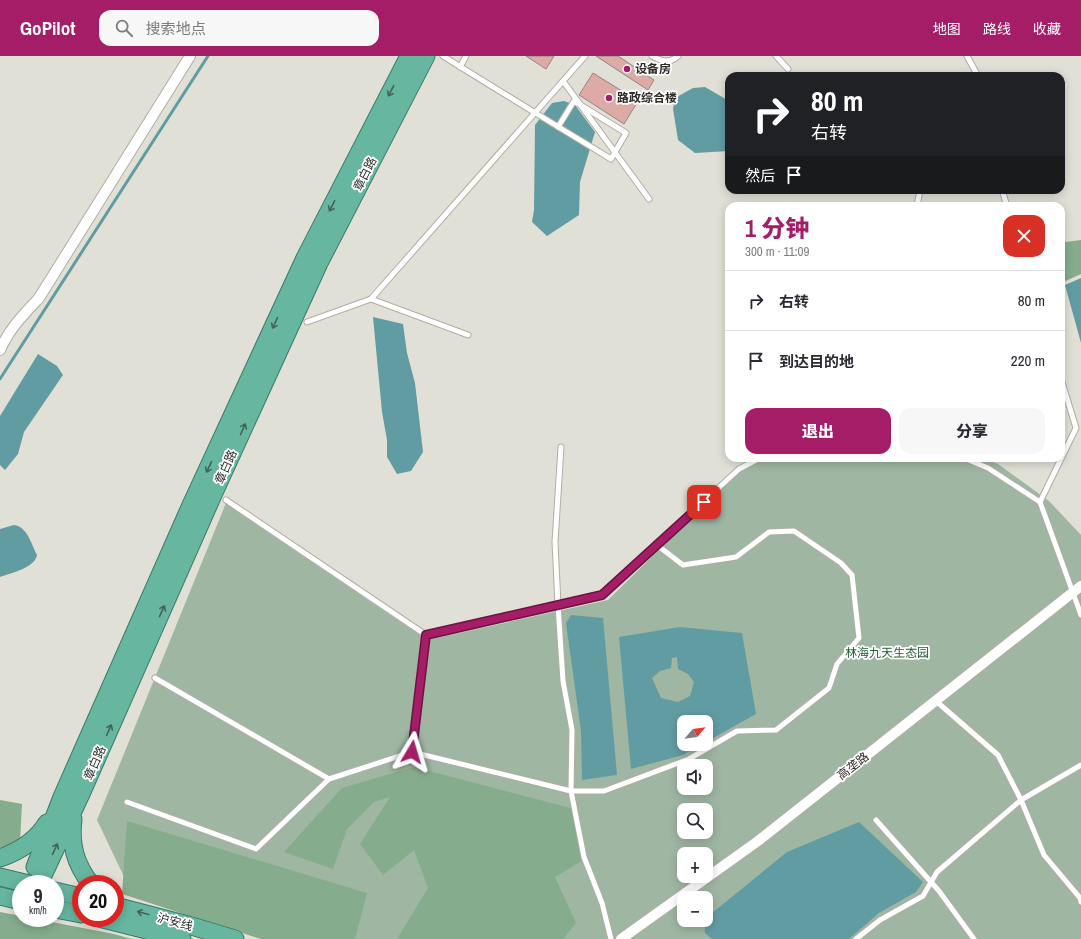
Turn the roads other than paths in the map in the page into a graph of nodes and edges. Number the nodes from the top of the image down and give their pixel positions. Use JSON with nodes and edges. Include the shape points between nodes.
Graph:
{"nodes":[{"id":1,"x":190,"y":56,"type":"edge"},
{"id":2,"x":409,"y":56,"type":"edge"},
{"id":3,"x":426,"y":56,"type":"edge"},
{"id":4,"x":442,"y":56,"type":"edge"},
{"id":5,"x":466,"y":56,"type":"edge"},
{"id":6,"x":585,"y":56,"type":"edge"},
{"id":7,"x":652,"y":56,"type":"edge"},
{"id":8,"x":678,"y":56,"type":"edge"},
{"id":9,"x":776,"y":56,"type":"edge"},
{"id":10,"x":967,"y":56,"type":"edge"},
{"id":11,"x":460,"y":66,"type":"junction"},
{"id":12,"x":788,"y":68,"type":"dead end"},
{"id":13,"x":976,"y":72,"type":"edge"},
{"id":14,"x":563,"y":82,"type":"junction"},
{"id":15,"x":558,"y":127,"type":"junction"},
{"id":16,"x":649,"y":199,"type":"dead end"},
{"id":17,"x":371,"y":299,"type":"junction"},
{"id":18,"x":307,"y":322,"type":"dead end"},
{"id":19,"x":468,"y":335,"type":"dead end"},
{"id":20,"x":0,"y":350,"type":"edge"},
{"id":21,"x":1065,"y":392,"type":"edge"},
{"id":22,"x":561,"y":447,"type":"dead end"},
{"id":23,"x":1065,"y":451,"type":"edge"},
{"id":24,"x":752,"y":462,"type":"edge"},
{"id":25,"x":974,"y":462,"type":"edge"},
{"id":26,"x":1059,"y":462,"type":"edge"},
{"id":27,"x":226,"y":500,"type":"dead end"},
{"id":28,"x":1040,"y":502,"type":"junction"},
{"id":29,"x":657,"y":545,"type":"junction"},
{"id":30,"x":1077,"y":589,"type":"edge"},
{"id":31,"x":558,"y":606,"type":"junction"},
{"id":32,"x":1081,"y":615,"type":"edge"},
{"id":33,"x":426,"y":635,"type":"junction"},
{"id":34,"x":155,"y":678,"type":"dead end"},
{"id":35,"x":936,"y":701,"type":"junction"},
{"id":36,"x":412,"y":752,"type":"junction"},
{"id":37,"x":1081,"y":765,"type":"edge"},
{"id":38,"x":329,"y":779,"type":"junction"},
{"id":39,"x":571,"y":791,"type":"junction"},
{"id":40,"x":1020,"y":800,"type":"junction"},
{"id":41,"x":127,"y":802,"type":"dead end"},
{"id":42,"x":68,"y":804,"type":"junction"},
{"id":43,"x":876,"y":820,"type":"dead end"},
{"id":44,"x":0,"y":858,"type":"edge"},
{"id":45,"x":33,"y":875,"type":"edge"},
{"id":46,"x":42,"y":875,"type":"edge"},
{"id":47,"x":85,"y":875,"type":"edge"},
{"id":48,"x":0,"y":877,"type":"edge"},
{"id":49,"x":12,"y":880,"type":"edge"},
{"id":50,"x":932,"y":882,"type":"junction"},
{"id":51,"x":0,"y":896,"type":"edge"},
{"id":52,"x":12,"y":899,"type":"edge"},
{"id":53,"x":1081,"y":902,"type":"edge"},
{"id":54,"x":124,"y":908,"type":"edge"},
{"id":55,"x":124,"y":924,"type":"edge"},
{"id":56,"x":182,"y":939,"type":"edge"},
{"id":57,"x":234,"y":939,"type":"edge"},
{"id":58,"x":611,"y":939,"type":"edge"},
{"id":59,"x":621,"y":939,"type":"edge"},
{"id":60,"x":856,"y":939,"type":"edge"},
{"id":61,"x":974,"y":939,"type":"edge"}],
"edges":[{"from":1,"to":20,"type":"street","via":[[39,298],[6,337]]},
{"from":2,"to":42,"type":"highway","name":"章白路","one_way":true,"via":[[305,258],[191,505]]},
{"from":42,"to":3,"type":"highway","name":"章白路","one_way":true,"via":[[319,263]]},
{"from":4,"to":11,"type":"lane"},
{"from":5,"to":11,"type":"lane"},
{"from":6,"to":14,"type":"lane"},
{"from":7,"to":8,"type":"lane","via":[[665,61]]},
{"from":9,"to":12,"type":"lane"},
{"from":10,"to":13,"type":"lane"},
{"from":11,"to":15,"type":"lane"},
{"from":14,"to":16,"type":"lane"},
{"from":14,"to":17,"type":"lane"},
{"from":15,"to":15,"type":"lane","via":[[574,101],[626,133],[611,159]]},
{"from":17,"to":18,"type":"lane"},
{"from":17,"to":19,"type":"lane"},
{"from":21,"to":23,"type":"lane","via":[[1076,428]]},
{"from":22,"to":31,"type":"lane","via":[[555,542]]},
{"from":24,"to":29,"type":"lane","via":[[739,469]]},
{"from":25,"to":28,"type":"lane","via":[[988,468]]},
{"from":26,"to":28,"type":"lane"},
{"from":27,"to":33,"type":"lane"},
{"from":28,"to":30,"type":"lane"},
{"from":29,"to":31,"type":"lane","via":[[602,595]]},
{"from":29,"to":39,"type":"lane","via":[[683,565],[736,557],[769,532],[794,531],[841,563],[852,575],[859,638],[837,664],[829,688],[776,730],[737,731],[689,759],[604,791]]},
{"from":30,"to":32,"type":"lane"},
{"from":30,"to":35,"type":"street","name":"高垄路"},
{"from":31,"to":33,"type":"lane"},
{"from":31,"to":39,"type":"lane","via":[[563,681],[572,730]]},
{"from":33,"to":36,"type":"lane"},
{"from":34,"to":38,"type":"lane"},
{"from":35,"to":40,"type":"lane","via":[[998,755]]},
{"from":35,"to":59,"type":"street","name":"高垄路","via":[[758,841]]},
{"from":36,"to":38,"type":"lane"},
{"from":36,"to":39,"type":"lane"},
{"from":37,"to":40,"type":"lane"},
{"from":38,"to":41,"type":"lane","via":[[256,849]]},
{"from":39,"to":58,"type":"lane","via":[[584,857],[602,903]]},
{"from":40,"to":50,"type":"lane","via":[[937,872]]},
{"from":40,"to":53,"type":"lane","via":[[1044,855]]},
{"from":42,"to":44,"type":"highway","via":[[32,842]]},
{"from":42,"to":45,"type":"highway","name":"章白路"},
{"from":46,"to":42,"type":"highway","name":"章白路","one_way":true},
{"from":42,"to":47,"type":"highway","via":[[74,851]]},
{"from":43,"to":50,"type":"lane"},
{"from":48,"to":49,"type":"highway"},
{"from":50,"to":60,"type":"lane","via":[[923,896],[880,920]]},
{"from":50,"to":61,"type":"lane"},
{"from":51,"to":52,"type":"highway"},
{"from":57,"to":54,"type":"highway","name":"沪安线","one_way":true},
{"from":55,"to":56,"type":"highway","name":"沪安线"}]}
════
**What needs to be done:** Scan the listing and report each line where the word "nodes" shows up.

**Output of the task:**
Turn the roads other than paths in the map in the page into a graph of nodes and edges. Number the nodes from the top of the image down and give their pixel positions. Use JSON with nodes and edges. Include the shape points between nodes.
{"nodes":[{"id":1,"x":190,"y":56,"type":"edge"},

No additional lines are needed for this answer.